Check out John Judis' article, "Not Doing Enough," on the perception that Obama and his administration don't understand the severity of this recession. He sees light rail and mass transit as the missing component, an investment that not only would update our infrastructure but also revive domestic manufacturing, make the country more energy efficient and add jobs. As he notes, "unlike tax cuts--the benefits of which can be siphoned off in the purchase of imported goods--the money spent would go directly to reviving American industry and improving the country's trade balance." Especially intriguing is his notion that the struggling carmakers could become trainmakers in the future. How wonderful would it be if the very industry that helped destroy cities in the middle of the last century became the same one to lead to their rebirth in the new one. Read the whole article, as Judis also takes a look at the need for structural changes to the global economy to truly bring us back from the scary precipice we stand at now.
Elana Schor of Talking Points Memo caught the admission from Rep. Jim Oberstar (MN-D) in his speech to the U.S. Conference of Mayors. "The reason for the reduction in overall funding...was the tax cut initiative that had to be paid for in some way by keeping the entire package in the range of $850 billion." I don't even know where to begin with this ridiculousness. Is it counting pennies on an $800 billion bill? Or slashing the transit side and leaving the money for road building intact, thereby making the climate change and end to foreign oil dependance initiatives more difficult? These are such stupid, shortsighted concessions to make at a time when even conservative economists are calling for massive public expenditures and large deficits.
Matt Yglesias nails this one, noting that these concessions have amazingly not placated the Republican opposition, who are now demanding more tax cuts. Obama and the Dems need to write the best bill possible and get it passed, end of story. They'll never make enough concessions for the right wingers and the more watered down the bill gets, the less effective it will be.
Wednesday, January 14, 2009
Ugh, I have been gone for way too long, trying to put together applications for grad school has left me a little worried about using any excess brilliance on the Internets.
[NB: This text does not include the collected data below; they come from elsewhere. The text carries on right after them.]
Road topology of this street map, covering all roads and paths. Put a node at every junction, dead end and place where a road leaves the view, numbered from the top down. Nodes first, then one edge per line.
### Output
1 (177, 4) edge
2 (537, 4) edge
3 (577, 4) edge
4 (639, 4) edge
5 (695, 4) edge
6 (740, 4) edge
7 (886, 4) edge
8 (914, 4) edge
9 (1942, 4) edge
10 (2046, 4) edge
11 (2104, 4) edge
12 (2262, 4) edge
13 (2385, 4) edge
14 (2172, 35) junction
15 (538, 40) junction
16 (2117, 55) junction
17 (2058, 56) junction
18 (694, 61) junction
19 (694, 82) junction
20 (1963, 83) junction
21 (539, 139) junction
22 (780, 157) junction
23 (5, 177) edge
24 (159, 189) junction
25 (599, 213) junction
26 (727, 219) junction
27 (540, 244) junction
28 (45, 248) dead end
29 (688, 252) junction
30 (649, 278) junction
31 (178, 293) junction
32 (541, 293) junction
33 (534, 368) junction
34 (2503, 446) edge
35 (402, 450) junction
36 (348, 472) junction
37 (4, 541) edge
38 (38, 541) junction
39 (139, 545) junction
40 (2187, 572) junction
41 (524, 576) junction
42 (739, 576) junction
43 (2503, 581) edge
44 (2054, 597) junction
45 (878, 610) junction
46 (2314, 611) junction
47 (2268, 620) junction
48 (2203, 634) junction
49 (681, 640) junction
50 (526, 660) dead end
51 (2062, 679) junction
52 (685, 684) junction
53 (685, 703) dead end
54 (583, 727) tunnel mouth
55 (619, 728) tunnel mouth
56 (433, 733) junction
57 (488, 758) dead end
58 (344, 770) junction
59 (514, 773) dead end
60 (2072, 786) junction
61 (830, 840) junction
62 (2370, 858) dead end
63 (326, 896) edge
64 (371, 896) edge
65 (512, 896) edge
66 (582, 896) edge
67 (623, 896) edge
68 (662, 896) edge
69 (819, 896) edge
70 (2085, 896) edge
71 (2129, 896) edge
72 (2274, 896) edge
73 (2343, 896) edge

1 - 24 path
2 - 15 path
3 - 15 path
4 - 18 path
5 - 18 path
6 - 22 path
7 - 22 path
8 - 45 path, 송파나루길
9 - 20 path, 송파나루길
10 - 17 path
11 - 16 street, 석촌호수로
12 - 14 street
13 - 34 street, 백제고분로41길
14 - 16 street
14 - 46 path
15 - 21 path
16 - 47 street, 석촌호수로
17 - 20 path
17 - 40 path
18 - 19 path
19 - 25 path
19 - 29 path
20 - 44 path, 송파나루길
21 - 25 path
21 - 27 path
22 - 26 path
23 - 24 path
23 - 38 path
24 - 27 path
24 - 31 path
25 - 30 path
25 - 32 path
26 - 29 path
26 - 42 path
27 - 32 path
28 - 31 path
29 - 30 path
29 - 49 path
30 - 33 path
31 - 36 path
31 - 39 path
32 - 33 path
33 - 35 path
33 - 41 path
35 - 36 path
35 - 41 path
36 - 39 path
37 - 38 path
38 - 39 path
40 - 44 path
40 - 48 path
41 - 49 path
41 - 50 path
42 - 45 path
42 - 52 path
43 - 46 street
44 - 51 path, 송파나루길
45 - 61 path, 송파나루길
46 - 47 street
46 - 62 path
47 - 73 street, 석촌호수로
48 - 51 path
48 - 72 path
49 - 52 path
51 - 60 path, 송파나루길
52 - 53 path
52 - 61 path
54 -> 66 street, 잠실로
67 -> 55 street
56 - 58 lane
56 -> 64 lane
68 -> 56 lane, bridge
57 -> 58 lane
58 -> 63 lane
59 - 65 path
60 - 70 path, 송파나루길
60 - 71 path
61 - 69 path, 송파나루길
We're coming up on the finish line, so posting will pick up in a big way shortly.
In the meantime, I wanted to check in quickly and recommend that all readers of this site head over to the site that the Obama people set up, change.gov, and vote on the Bullet Trains and Light Rail proposal being pushed as a priority for the new administration. It amazingly appears to be the leading vote-getter right now. While I have no idea if the Obama people will even take a second look at these results, it really can't hurt to show deep support for light rail in the US and a different approach to the infrastructure plans (more money for transit projects, less for roads and cars!) It really gets me dreaming about the US suddenly becoming like Europe, with all of the major US cities linked by light rail lines, making it possible to zip down to Miami or over to San Fran for a reasonable price. Death to the interstate highway system! Supertrains!
Search around the site, as there's lots of similar ideas floating around (like this and this) It takes a few minutes to register and get started, so there's really no excuse not to do this.